# Seeking Advice



## Ahzz1816 (Feb 2, 2017)

Hey guys, 
This is my first post, I actually just discovered this site a few hours ago. Here is my situation..

I met my fiance when we were 19 and things were great until we hit 21, then she got pregnant. She had a baby at 16 with someone else so having another on the way at first I was horrified, then it set in and I was excited. I wanted to better myself for my family and for me so I signed up at a community college while working 50 hours a week, I reached out to he for help telling her we are not making it and I am having a hard time keeping up with everything. She went back to work at a nail salon off the books (she did not graduate HS and did this instead). Everything was fine but it still was not enough money so I dropped out of school to focus on making more money. I bounced around job to job trying to find something that suited me, while she worked 12 hours a week pulling in anywhere from 100-250 a week and that worked for us the kids had care we made the bills.

About 2 years after my son was born things really started to go down hill, I feel she got lazy ( I could be wrong) but I would come home from work nothing would be done.Her job no longer pulling anything decent in I asked her to get a part time job at a grocery store so she could walk there, she doesn't drive so we needed it to be something close so we could work out sitters and transportation she got hired and they kept scheduling her for early afternoon shifts 2pm-6pm. I told her this isn't going to work so you either need to quit and find something else or talk to them and tell them that you need a schedule to suit us better. We could find sitters but the people babysitting already babysat for other people and they couldn't drop everything to come pick up my son, so back to the nail shop.

Fast forward a little more to current months.. In July of 16 I had an opportunity come up to buy a house my father would buy it and I have to pay him the mortgage and in 10 years I need to have my own mortgage on it or I just pay him more per month, no big deal either way to me at least. Fearing this would be my only chance at a house with her I took it (I like the place and I now have a decent job so I felt comfortable with it IF she could find something 20-30 hours a week which I expressed. My fiance applies to everywhere within walking distance, public transportation around here is slow and to get somewhere 15 minutes away via car is 90-120 mins via bus. She got a few interviews but no one hired her. We really need her to be on the books to make the mortgage through a bank viable I have decent credit but I am unsure of what the future holds so I want her to be able to help me with car loans and a mortgage. She never got a job offer at least to my knowledge, she went to work with someone doing nails again but with more hours and things were great the schedule perfect the rides taken care of she is doing what she loves.. Then the place got shut down by the state oh and they have 1,000+ worth of her personal equipment in the building. I told her to call the owner explained the woman screwed you also and get her stuff back, she immediately exploded on me.

I just don't know what to do, we are 26 me and she is 27, I worked my butt off to get to the point I am today. I don't make crazy money but I make decent money where if we had a second income that would be pure profit. I cover all the bills myself but I now took on a second job so I am working 64 hours a week while she is at home doing god knows what. If I didn't take the extra job we wouldn't have extra money to put aside which we now need being homeowners. 
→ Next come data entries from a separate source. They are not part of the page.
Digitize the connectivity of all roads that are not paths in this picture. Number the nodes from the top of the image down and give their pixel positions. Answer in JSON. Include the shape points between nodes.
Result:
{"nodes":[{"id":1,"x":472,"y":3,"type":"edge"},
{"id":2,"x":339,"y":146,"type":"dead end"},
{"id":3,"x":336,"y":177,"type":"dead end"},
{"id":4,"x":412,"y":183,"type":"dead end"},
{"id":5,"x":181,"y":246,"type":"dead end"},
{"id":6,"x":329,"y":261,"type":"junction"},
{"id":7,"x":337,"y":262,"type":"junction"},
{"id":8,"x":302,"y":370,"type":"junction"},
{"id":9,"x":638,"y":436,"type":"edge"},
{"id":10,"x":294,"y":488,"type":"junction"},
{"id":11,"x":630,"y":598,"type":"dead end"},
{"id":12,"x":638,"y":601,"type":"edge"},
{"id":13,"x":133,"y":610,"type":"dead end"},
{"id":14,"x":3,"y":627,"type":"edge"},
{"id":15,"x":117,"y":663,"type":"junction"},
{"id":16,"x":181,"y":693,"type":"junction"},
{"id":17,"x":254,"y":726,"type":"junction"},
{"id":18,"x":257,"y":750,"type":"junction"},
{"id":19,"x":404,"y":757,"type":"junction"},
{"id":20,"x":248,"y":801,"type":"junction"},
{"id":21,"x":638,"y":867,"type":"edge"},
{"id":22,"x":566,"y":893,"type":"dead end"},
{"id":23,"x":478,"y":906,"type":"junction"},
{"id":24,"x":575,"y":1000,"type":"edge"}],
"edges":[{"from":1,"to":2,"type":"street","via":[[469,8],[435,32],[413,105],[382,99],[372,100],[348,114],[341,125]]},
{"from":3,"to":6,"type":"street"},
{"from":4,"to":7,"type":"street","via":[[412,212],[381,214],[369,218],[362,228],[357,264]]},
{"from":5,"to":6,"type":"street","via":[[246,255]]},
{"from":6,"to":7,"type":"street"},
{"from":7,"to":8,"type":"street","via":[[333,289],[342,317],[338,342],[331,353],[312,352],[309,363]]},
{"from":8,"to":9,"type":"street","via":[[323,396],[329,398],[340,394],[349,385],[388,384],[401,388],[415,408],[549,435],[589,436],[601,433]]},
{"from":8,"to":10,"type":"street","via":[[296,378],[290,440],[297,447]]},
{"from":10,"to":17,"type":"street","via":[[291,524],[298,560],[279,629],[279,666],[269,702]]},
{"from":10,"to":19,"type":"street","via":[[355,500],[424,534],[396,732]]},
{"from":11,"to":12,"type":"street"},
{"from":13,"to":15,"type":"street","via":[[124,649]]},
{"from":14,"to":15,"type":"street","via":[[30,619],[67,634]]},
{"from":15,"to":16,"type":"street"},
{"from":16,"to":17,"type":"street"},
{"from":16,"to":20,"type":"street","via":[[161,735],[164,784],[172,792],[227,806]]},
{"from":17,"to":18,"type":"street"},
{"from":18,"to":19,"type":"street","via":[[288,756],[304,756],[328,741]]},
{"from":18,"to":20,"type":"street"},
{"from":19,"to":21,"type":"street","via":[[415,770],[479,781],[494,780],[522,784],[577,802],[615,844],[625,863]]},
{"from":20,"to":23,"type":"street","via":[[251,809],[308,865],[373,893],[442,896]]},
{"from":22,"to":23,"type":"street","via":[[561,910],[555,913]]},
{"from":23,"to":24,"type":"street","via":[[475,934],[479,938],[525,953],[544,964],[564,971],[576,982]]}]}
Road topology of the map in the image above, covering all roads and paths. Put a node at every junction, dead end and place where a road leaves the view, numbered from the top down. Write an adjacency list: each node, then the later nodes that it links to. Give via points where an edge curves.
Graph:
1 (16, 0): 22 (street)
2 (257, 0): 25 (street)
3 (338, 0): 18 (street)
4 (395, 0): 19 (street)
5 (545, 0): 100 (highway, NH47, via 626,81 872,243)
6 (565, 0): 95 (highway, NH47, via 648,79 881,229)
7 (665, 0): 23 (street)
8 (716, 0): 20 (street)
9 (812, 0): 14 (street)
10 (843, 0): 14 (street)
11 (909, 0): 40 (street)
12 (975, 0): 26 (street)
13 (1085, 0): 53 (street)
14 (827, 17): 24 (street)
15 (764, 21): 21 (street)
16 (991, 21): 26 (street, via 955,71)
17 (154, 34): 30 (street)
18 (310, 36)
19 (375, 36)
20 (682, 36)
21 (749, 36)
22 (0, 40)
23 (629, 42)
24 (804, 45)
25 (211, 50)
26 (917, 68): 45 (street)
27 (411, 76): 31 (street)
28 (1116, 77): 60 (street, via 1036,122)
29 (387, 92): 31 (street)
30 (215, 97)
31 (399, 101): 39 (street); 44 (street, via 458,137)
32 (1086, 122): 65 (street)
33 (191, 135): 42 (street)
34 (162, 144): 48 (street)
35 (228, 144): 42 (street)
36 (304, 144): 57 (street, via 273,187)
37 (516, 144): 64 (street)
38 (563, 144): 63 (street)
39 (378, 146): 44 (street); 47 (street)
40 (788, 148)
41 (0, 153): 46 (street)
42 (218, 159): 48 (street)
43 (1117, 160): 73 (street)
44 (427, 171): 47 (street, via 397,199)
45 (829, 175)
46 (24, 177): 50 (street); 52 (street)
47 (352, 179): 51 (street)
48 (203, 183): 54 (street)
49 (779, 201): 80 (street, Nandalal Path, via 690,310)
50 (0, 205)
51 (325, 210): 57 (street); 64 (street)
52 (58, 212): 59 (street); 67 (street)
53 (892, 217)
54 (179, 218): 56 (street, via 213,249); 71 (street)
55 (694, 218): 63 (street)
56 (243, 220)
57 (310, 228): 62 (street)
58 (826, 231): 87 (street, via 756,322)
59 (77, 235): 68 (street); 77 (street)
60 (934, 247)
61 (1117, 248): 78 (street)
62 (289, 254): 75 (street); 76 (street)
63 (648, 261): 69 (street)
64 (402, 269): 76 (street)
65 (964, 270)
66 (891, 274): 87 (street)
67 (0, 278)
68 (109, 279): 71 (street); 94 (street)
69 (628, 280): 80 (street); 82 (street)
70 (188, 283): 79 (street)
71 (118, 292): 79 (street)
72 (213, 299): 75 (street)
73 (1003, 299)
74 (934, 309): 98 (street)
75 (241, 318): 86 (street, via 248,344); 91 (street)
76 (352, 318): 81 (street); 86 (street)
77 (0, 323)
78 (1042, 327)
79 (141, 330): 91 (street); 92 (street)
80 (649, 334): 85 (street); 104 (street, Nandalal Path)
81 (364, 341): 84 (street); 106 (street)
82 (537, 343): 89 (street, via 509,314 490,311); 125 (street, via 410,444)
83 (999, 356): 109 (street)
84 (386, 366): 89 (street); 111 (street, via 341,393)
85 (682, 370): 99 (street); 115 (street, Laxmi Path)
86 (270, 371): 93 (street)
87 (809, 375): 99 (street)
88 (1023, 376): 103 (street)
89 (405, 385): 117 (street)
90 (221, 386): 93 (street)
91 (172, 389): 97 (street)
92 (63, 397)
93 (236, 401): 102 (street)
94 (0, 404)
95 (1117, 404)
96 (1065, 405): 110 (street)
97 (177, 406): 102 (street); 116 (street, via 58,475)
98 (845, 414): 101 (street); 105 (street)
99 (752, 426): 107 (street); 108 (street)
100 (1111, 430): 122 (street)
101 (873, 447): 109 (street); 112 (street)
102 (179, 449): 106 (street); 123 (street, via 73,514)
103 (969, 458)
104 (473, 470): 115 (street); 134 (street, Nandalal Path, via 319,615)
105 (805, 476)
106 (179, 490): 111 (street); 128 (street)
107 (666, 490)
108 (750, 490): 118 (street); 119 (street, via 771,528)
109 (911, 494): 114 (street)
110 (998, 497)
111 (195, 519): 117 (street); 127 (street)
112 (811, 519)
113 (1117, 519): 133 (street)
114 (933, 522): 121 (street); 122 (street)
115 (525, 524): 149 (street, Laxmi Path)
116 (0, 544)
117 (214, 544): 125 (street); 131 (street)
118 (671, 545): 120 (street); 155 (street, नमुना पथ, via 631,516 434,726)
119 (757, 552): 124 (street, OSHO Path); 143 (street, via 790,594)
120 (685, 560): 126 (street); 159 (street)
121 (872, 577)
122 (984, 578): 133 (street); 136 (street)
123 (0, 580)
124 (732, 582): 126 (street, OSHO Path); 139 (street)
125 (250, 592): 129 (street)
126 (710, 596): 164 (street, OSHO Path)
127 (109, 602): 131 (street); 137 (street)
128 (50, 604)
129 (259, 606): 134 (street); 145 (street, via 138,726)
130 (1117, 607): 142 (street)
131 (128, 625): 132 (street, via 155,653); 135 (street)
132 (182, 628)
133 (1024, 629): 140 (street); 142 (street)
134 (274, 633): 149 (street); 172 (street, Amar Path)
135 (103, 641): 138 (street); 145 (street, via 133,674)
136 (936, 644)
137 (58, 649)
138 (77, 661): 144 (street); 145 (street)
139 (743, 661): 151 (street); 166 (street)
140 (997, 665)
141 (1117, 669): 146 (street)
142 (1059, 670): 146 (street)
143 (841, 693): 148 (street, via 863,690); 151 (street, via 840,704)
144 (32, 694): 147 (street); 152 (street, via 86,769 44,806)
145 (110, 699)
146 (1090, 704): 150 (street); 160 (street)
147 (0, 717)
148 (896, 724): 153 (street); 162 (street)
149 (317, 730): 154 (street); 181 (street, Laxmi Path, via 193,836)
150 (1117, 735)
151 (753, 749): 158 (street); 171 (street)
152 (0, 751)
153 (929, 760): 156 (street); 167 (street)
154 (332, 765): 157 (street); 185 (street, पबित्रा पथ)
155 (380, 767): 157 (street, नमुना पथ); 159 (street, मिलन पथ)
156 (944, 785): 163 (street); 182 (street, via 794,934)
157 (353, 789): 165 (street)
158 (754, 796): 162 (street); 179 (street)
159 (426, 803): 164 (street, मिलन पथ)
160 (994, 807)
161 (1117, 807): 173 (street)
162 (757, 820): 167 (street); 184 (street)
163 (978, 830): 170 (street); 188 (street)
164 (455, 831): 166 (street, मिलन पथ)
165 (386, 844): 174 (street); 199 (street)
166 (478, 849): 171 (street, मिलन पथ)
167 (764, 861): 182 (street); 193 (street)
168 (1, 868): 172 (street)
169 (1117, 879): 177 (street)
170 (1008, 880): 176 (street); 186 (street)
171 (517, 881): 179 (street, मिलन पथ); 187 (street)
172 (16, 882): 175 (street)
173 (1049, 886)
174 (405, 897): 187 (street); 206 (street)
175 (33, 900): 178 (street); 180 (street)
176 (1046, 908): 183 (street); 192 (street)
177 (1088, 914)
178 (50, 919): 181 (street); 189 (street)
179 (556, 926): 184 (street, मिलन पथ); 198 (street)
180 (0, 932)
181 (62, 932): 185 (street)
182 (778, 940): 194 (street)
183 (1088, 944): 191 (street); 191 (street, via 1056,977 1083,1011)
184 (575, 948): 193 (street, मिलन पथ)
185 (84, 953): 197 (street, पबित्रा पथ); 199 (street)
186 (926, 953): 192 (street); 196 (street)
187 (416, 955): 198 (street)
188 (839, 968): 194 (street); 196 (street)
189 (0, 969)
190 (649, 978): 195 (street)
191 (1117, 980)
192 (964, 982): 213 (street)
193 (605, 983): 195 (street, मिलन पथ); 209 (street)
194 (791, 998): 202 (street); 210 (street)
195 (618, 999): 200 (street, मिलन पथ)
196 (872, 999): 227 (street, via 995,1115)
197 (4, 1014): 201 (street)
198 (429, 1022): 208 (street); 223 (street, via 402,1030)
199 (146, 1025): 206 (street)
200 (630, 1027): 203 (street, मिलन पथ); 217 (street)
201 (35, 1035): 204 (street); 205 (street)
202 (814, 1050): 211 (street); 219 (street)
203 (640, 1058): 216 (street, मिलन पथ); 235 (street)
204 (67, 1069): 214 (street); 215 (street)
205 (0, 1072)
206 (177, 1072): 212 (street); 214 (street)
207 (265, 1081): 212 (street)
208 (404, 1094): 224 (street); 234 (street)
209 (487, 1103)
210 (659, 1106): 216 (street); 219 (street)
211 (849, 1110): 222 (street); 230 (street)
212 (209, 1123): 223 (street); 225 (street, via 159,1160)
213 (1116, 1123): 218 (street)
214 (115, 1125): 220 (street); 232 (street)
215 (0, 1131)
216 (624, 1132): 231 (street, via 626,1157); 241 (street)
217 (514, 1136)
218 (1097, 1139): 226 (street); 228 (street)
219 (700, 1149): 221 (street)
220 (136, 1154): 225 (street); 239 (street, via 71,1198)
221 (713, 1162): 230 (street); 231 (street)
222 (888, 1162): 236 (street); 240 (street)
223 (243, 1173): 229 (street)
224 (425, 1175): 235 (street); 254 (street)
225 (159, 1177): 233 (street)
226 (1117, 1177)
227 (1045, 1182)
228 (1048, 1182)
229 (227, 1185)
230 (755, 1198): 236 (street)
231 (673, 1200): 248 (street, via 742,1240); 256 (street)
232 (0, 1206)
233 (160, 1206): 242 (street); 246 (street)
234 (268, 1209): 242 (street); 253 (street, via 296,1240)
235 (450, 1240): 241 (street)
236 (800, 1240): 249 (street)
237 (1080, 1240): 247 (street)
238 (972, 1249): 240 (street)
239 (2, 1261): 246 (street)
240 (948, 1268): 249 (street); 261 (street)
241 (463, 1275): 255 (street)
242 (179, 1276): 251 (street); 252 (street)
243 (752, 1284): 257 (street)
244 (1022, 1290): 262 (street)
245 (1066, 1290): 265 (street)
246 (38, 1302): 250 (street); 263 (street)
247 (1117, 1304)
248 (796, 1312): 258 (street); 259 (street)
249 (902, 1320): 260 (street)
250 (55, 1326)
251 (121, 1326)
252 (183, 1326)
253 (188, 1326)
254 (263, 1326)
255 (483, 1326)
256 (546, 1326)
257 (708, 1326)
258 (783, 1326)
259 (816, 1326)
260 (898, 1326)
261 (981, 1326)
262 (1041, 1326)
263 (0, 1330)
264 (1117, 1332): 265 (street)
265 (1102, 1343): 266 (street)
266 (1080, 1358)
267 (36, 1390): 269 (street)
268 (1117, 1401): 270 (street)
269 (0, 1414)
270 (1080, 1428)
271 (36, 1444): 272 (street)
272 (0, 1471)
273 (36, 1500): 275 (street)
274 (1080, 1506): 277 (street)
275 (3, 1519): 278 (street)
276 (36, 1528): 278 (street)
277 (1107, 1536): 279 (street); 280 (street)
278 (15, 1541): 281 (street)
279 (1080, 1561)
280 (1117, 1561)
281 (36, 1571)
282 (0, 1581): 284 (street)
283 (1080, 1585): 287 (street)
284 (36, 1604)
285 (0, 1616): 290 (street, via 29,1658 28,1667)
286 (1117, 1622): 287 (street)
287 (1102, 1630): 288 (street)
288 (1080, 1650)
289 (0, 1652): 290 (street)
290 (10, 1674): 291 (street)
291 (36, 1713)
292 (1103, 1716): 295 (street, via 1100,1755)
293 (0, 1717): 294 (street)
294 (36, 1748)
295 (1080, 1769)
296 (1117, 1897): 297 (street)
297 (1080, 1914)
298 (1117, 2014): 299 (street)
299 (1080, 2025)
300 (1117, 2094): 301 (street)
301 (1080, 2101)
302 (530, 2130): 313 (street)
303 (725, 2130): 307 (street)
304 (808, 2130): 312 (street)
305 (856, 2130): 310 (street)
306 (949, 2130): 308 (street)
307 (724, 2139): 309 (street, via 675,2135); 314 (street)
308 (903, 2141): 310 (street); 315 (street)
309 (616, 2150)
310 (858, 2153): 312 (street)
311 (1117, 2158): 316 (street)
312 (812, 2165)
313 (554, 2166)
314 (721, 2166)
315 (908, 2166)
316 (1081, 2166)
Every time I talk to her about anything grown she shuts down jobs driving GED bills ANYTHING her response is always "JUST LEAVE THEN!". When I ask her to get some sort of resume together she doesn't do it. I went to a local beauty store for a new straight razor and they were hiring so I got her an app figuring it was right up her ally and they needed someone for nights for about 20 hours a week. When I brought it home she was angry at me.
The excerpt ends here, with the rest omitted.